Task data
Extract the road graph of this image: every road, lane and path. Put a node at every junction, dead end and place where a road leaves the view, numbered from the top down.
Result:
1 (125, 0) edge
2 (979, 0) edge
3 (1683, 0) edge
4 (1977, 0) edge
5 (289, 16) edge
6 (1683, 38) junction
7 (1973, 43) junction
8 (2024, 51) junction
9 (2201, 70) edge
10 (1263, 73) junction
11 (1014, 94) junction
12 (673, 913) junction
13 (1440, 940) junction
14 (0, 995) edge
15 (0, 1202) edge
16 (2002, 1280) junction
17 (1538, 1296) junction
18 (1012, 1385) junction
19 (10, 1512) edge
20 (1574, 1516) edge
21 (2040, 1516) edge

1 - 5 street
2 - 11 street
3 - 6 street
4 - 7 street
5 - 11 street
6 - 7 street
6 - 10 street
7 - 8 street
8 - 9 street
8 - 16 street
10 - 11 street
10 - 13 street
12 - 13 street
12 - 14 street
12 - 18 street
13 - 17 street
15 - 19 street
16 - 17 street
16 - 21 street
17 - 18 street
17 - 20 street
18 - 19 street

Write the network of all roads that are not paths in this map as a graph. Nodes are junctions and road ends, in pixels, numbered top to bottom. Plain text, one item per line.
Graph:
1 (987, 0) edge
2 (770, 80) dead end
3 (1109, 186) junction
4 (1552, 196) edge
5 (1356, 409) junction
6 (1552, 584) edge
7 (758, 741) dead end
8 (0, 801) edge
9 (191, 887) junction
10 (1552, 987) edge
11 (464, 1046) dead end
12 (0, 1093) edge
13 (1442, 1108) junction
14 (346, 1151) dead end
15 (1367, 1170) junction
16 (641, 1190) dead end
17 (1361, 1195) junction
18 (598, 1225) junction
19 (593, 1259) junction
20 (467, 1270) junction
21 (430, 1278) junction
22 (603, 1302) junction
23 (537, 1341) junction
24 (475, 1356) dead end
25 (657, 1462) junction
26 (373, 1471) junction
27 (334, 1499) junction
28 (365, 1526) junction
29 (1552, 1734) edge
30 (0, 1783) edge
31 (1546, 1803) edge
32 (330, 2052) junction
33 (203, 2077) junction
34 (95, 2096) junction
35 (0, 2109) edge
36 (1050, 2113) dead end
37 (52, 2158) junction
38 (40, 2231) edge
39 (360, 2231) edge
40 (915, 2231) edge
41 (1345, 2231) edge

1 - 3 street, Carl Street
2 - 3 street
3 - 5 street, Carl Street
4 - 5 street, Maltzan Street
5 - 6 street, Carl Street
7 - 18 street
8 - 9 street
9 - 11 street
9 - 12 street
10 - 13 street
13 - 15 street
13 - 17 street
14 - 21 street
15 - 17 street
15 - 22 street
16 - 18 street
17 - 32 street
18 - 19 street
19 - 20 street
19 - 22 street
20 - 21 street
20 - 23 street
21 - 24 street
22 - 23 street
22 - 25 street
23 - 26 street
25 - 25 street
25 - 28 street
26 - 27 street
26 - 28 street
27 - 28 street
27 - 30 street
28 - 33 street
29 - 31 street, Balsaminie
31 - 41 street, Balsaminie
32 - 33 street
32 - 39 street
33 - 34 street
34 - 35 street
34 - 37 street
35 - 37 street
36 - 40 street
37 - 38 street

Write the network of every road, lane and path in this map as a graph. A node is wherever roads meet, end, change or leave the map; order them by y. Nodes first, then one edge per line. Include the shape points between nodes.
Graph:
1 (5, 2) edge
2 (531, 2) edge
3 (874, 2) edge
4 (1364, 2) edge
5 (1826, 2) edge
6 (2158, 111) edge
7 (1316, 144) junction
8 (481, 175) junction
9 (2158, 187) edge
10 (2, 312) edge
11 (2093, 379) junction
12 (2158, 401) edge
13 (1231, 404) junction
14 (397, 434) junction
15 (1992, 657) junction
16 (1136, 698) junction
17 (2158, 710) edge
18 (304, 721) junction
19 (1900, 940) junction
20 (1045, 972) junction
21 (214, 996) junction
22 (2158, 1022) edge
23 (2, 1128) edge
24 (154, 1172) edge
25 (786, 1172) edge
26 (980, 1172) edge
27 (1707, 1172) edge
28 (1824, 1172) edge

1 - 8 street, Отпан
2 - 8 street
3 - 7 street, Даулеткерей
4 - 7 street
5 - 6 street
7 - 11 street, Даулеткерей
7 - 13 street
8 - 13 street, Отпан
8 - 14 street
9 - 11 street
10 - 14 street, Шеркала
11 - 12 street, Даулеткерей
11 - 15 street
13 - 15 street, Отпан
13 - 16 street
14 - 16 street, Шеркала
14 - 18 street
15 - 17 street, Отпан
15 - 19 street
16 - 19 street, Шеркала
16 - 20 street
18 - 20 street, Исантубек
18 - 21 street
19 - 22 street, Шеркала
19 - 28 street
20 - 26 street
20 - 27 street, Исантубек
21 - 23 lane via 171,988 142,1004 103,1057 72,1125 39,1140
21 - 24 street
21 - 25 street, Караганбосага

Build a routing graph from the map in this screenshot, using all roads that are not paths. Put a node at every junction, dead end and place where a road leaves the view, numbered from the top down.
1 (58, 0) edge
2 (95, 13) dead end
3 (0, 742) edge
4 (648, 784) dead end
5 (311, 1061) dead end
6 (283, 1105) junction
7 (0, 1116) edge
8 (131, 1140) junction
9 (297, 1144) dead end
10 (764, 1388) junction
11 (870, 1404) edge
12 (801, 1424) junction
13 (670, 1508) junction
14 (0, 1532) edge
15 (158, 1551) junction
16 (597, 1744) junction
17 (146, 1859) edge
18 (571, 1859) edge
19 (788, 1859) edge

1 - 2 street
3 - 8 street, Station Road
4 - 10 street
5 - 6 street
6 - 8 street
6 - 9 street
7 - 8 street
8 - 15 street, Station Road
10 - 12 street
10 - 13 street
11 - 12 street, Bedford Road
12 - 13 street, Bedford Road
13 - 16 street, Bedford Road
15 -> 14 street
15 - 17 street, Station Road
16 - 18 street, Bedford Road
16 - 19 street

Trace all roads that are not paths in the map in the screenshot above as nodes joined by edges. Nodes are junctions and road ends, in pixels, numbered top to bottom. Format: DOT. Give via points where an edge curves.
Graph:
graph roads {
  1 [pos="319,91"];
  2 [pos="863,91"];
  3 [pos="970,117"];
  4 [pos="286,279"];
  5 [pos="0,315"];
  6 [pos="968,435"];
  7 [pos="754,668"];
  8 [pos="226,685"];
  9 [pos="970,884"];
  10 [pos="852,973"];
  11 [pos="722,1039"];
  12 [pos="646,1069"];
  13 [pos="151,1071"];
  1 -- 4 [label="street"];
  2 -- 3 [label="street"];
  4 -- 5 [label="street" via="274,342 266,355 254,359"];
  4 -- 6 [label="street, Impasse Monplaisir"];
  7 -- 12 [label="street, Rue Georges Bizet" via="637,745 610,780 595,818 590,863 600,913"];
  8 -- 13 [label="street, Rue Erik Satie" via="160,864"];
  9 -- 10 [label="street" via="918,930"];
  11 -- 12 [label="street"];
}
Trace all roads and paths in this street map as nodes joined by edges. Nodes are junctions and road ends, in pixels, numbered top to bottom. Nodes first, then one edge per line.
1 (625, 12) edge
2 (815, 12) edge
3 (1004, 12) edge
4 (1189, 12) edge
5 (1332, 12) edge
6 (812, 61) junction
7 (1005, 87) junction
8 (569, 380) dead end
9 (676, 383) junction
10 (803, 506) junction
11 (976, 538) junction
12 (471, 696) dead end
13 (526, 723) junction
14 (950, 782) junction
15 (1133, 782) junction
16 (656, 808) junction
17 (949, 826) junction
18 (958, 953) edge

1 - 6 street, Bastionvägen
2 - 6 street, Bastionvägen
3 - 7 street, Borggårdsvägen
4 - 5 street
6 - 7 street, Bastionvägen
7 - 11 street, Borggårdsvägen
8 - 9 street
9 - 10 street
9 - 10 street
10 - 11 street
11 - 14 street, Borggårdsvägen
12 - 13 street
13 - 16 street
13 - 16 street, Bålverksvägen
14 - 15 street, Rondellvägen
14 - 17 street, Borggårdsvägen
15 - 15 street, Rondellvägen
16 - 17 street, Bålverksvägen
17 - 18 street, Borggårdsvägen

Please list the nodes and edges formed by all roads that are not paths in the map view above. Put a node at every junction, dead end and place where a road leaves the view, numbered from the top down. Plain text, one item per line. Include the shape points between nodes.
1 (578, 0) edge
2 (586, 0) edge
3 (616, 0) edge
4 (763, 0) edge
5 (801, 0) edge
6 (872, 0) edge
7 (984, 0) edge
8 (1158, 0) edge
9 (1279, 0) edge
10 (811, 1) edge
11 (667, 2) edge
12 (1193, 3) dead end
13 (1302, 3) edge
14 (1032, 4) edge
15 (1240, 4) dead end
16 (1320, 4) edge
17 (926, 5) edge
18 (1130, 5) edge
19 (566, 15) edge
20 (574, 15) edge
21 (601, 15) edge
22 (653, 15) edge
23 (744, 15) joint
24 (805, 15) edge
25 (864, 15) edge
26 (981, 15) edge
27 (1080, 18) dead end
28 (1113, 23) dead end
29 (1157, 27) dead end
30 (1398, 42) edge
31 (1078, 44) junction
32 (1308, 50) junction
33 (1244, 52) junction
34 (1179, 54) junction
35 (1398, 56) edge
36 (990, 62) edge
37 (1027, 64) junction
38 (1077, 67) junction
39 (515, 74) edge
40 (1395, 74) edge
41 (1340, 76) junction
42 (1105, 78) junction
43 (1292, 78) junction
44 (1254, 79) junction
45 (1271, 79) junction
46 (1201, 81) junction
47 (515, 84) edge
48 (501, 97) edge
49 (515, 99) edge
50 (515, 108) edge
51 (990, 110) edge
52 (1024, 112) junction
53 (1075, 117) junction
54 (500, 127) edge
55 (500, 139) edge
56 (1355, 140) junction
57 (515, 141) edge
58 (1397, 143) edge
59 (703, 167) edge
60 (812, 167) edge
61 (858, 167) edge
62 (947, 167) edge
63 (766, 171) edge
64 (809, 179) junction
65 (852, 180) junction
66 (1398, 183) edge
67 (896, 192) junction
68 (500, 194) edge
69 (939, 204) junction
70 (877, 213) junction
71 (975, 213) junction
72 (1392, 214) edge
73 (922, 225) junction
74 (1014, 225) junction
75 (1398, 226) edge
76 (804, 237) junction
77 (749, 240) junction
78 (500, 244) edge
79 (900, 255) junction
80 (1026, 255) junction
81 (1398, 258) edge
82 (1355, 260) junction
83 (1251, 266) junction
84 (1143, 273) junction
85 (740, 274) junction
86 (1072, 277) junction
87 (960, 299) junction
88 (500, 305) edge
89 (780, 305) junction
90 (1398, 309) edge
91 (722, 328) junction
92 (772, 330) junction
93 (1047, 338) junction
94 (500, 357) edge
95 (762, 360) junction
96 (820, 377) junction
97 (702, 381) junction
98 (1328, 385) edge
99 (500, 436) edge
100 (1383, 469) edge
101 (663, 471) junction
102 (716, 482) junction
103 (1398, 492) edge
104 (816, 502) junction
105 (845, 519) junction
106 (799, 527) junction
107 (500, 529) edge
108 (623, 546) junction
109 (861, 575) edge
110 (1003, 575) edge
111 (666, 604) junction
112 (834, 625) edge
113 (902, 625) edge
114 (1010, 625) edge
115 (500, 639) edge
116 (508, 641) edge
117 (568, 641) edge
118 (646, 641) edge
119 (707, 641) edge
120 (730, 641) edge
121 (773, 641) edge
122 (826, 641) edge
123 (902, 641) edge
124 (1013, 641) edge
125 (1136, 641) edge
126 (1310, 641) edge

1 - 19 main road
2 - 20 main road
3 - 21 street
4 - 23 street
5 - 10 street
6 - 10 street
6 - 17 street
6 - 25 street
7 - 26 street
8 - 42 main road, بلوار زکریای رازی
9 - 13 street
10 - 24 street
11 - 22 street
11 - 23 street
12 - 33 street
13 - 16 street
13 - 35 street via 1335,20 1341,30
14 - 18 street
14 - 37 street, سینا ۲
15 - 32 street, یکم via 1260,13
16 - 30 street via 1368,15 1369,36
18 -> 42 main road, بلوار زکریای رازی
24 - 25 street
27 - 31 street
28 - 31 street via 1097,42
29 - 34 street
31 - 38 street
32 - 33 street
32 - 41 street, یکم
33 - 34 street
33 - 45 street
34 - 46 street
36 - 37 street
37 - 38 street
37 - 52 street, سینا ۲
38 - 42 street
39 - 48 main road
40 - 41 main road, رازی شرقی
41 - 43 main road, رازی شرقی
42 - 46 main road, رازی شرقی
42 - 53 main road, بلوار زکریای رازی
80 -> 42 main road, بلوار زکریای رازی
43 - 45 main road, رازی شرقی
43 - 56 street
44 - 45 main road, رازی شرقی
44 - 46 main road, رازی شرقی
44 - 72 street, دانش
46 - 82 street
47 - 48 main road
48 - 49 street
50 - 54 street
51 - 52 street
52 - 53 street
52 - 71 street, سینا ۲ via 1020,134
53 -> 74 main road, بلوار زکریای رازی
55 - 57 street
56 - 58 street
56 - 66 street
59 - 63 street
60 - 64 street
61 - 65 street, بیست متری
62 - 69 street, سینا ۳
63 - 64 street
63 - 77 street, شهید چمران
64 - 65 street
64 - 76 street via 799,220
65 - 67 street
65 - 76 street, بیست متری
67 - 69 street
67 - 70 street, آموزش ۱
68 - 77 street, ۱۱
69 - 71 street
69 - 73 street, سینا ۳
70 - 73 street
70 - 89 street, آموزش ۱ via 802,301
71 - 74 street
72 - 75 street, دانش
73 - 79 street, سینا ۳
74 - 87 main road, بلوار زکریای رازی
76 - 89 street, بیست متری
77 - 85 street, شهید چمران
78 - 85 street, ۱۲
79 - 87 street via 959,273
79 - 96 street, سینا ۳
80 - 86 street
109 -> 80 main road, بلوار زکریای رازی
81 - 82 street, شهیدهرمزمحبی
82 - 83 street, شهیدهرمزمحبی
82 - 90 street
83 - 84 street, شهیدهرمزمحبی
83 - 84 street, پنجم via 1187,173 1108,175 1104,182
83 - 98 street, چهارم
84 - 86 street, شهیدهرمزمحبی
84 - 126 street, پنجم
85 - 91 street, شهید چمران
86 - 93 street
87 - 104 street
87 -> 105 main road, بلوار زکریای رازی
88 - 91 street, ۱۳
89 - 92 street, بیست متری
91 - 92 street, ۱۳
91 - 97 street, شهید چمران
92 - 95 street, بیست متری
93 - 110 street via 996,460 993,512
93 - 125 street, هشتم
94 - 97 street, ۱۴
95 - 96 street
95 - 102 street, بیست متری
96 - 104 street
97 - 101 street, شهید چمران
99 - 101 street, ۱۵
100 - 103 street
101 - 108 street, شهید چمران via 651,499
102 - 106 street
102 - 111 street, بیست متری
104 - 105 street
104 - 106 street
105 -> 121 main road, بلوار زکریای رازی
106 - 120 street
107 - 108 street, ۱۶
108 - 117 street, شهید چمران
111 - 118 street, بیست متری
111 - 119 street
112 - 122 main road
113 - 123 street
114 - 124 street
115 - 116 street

Try it
Go through the data above and copy each line in which "Bedford" appears.

Written answer
11 - 12 street, Bedford Road
12 - 13 street, Bedford Road
13 - 16 street, Bedford Road
16 - 18 street, Bedford Road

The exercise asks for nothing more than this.